### What the task requires
Go over the entries below line by line, copying each one that contains the word "dead".

(Beginning of Entries provided)

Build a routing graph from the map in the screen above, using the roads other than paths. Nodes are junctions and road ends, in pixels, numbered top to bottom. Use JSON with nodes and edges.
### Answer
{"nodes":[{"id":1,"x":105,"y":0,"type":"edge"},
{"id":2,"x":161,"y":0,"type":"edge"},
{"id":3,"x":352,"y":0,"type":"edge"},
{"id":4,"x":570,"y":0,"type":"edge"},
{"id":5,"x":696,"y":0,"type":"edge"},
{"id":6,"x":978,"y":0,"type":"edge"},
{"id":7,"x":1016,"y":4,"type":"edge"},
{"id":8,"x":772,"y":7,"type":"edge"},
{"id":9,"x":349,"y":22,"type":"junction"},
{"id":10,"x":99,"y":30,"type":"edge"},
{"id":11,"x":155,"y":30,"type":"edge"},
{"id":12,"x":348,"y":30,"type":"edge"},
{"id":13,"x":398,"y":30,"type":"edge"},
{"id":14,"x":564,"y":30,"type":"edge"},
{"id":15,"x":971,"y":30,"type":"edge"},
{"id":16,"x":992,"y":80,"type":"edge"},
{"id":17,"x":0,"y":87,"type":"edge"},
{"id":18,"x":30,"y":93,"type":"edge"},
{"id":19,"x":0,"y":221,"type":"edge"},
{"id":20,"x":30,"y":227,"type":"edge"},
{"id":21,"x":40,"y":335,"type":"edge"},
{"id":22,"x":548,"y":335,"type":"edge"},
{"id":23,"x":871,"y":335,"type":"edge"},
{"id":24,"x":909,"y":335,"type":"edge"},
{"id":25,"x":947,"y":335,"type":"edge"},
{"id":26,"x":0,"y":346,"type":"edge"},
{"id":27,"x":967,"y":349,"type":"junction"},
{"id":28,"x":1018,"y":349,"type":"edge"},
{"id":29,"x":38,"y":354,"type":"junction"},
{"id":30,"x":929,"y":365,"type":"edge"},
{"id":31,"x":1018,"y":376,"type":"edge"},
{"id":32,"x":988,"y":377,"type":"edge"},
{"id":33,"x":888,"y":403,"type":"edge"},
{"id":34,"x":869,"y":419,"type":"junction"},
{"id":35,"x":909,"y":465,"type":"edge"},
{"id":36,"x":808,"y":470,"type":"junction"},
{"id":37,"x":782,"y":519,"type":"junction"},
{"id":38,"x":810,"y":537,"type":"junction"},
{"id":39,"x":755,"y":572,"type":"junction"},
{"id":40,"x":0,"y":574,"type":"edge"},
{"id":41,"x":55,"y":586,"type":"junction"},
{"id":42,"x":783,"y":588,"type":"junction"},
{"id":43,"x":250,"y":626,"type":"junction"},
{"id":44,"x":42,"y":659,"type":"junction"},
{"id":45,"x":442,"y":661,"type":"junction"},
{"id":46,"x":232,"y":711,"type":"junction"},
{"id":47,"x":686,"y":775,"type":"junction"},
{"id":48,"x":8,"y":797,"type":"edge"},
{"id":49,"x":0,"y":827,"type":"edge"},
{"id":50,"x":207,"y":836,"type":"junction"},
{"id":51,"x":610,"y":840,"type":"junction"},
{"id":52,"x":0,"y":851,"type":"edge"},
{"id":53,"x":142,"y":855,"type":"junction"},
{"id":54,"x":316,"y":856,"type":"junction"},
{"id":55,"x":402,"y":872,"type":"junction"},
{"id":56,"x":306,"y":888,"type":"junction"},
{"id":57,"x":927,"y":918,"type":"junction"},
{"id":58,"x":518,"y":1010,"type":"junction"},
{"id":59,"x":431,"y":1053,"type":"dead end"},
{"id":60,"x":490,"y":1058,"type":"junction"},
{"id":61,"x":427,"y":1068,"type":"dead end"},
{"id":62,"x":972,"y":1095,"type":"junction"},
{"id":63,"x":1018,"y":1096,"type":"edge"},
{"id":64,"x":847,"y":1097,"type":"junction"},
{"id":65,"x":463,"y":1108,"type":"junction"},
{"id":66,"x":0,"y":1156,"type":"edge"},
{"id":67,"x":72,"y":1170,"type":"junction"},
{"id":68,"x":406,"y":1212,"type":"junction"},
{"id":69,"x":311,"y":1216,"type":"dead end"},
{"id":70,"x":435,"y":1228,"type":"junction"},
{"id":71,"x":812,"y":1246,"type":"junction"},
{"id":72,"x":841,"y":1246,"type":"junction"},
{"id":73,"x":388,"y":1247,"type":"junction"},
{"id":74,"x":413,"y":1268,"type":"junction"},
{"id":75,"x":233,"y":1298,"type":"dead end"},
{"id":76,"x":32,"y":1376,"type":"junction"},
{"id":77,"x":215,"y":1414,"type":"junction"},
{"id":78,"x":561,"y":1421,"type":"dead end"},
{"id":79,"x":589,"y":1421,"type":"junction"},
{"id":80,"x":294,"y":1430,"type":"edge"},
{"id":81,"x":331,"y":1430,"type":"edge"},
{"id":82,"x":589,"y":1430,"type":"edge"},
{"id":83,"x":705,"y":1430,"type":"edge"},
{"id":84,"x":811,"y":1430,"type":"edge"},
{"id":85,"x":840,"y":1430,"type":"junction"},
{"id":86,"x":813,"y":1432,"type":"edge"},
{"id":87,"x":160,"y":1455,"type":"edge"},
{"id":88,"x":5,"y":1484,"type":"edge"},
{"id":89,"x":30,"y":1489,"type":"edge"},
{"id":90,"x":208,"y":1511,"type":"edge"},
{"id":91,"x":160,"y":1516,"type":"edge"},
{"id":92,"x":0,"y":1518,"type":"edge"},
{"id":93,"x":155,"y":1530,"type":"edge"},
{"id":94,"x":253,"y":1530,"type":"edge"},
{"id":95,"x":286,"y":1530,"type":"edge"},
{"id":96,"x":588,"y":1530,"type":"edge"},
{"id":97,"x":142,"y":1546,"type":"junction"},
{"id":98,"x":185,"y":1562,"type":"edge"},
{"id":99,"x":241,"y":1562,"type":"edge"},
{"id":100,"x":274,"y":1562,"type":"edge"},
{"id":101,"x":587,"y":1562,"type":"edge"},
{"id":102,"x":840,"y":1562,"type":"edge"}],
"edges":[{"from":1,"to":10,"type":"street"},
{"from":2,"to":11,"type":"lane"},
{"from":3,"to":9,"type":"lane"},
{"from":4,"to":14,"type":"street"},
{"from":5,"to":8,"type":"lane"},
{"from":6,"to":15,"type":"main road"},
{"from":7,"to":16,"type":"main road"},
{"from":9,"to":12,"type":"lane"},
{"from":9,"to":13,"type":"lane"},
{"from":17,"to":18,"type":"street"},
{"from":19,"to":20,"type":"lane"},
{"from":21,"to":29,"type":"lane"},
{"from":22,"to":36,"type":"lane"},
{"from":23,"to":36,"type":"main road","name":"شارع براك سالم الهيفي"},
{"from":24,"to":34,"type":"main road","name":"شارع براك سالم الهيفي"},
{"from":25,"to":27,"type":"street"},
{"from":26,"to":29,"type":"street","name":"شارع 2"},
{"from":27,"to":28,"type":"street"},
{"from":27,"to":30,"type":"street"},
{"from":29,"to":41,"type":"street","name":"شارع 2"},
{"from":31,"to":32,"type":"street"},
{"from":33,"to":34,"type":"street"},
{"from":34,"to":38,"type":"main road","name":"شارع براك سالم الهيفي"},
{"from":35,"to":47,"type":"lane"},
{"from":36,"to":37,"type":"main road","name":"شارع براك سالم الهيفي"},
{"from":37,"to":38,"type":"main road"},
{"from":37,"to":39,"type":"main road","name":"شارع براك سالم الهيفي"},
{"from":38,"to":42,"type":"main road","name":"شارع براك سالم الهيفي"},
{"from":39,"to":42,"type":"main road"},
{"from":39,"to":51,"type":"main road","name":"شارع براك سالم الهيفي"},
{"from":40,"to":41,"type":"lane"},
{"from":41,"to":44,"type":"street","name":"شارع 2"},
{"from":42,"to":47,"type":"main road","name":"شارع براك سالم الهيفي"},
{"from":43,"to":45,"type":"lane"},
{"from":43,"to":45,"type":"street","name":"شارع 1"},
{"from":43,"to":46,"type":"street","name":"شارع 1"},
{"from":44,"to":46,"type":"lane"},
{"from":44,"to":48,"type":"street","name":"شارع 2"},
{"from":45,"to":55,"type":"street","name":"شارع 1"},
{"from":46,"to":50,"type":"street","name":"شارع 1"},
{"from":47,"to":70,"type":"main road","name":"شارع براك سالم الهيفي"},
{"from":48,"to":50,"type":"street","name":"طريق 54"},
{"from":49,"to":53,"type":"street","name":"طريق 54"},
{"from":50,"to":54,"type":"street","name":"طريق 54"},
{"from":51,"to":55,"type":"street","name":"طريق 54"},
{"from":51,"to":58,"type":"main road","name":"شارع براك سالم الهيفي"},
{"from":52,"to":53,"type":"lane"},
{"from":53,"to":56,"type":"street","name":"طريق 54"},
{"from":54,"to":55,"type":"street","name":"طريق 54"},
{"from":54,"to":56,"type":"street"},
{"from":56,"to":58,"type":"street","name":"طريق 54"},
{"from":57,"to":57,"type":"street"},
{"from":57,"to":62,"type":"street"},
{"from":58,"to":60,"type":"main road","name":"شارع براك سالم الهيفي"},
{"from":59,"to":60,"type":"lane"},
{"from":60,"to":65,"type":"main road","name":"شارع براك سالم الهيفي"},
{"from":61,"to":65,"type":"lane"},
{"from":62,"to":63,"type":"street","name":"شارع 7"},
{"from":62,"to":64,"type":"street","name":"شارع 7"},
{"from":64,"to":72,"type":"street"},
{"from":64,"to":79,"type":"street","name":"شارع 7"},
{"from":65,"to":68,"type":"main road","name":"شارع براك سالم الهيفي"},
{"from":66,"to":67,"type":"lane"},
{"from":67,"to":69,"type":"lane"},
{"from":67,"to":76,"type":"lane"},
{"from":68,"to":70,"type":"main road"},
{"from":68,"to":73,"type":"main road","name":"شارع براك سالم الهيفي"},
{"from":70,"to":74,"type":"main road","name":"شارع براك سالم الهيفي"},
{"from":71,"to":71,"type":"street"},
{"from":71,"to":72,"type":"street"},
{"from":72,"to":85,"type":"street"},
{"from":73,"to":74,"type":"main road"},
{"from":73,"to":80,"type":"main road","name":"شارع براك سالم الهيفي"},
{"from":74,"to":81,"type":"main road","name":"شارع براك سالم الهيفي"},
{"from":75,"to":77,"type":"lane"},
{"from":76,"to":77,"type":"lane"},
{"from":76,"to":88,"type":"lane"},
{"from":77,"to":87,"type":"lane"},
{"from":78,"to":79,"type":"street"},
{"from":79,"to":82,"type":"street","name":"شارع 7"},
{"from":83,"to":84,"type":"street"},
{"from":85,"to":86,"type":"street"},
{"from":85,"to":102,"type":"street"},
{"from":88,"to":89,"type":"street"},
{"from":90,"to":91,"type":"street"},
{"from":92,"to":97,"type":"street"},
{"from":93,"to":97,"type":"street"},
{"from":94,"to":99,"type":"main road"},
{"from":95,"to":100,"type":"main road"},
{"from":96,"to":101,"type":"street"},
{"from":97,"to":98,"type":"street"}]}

(End of Entries provided)

### Task result
{"id":59,"x":431,"y":1053,"type":"dead end"},
{"id":61,"x":427,"y":1068,"type":"dead end"},
{"id":69,"x":311,"y":1216,"type":"dead end"},
{"id":75,"x":233,"y":1298,"type":"dead end"},
{"id":78,"x":561,"y":1421,"type":"dead end"},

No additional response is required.